Repeat the data word for word. Do not include the pictures.

+++ The data

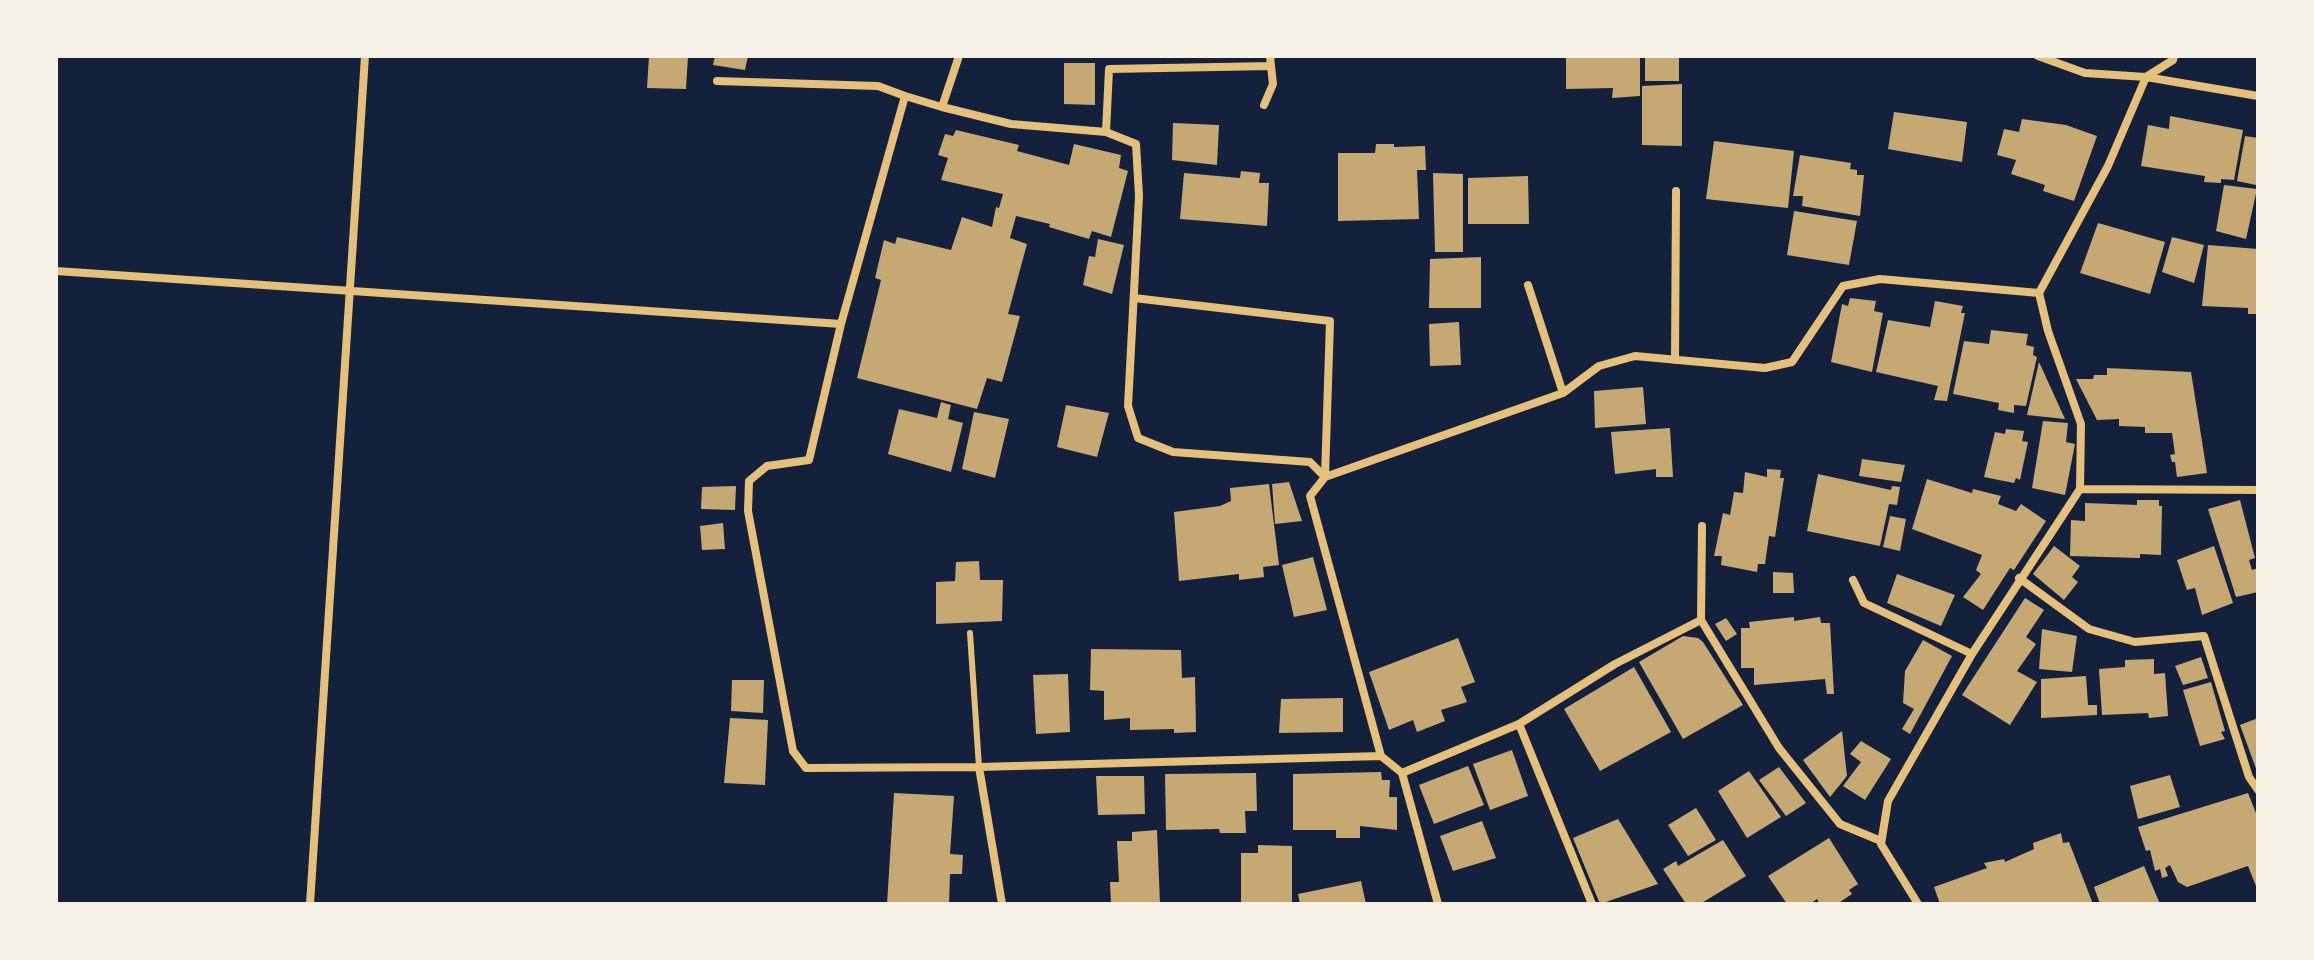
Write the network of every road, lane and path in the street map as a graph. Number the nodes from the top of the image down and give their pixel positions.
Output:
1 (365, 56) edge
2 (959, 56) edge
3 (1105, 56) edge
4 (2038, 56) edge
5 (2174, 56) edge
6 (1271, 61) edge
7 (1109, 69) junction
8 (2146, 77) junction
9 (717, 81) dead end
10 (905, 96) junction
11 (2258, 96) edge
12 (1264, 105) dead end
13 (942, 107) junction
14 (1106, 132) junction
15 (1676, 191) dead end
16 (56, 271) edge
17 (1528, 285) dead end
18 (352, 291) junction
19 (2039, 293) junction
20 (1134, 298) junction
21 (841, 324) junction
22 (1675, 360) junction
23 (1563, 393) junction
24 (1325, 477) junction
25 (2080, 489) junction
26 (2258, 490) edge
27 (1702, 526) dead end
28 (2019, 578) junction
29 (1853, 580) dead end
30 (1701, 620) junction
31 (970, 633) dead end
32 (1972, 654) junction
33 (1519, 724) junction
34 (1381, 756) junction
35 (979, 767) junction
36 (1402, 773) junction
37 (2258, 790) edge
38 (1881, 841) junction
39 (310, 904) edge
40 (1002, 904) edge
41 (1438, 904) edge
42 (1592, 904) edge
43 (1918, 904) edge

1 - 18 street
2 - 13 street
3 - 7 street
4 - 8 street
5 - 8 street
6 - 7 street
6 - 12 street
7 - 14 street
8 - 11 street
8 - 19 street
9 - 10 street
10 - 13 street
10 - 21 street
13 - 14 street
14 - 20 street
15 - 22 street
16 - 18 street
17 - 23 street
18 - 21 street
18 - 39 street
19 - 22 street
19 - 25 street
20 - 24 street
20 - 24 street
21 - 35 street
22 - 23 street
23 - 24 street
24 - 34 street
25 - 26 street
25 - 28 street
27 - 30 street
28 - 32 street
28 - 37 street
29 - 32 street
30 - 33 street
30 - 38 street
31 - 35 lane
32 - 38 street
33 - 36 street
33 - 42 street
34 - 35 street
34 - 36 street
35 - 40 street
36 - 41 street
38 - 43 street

++++++

● **Response below**
Write the network of every road, lane and path in the street map as a graph. Number the nodes from the top of the image down and give their pixel positions.
Output:
1 (365, 56) edge
2 (959, 56) edge
3 (1105, 56) edge
4 (2038, 56) edge
5 (2174, 56) edge
6 (1271, 61) edge
7 (1109, 69) junction
8 (2146, 77) junction
9 (717, 81) dead end
10 (905, 96) junction
11 (2258, 96) edge
12 (1264, 105) dead end
13 (942, 107) junction
14 (1106, 132) junction
15 (1676, 191) dead end
16 (56, 271) edge
17 (1528, 285) dead end
18 (352, 291) junction
19 (2039, 293) junction
20 (1134, 298) junction
21 (841, 324) junction
22 (1675, 360) junction
23 (1563, 393) junction
24 (1325, 477) junction
25 (2080, 489) junction
26 (2258, 490) edge
27 (1702, 526) dead end
28 (2019, 578) junction
29 (1853, 580) dead end
30 (1701, 620) junction
31 (970, 633) dead end
32 (1972, 654) junction
33 (1519, 724) junction
34 (1381, 756) junction
35 (979, 767) junction
36 (1402, 773) junction
37 (2258, 790) edge
38 (1881, 841) junction
39 (310, 904) edge
40 (1002, 904) edge
41 (1438, 904) edge
42 (1592, 904) edge
43 (1918, 904) edge

1 - 18 street
2 - 13 street
3 - 7 street
4 - 8 street
5 - 8 street
6 - 7 street
6 - 12 street
7 - 14 street
8 - 11 street
8 - 19 street
9 - 10 street
10 - 13 street
10 - 21 street
13 - 14 street
14 - 20 street
15 - 22 street
16 - 18 street
17 - 23 street
18 - 21 street
18 - 39 street
19 - 22 street
19 - 25 street
20 - 24 street
20 - 24 street
21 - 35 street
22 - 23 street
23 - 24 street
24 - 34 street
25 - 26 street
25 - 28 street
27 - 30 street
28 - 32 street
28 - 37 street
29 - 32 street
30 - 33 street
30 - 38 street
31 - 35 lane
32 - 38 street
33 - 36 street
33 - 42 street
34 - 35 street
34 - 36 street
35 - 40 street
36 - 41 street
38 - 43 street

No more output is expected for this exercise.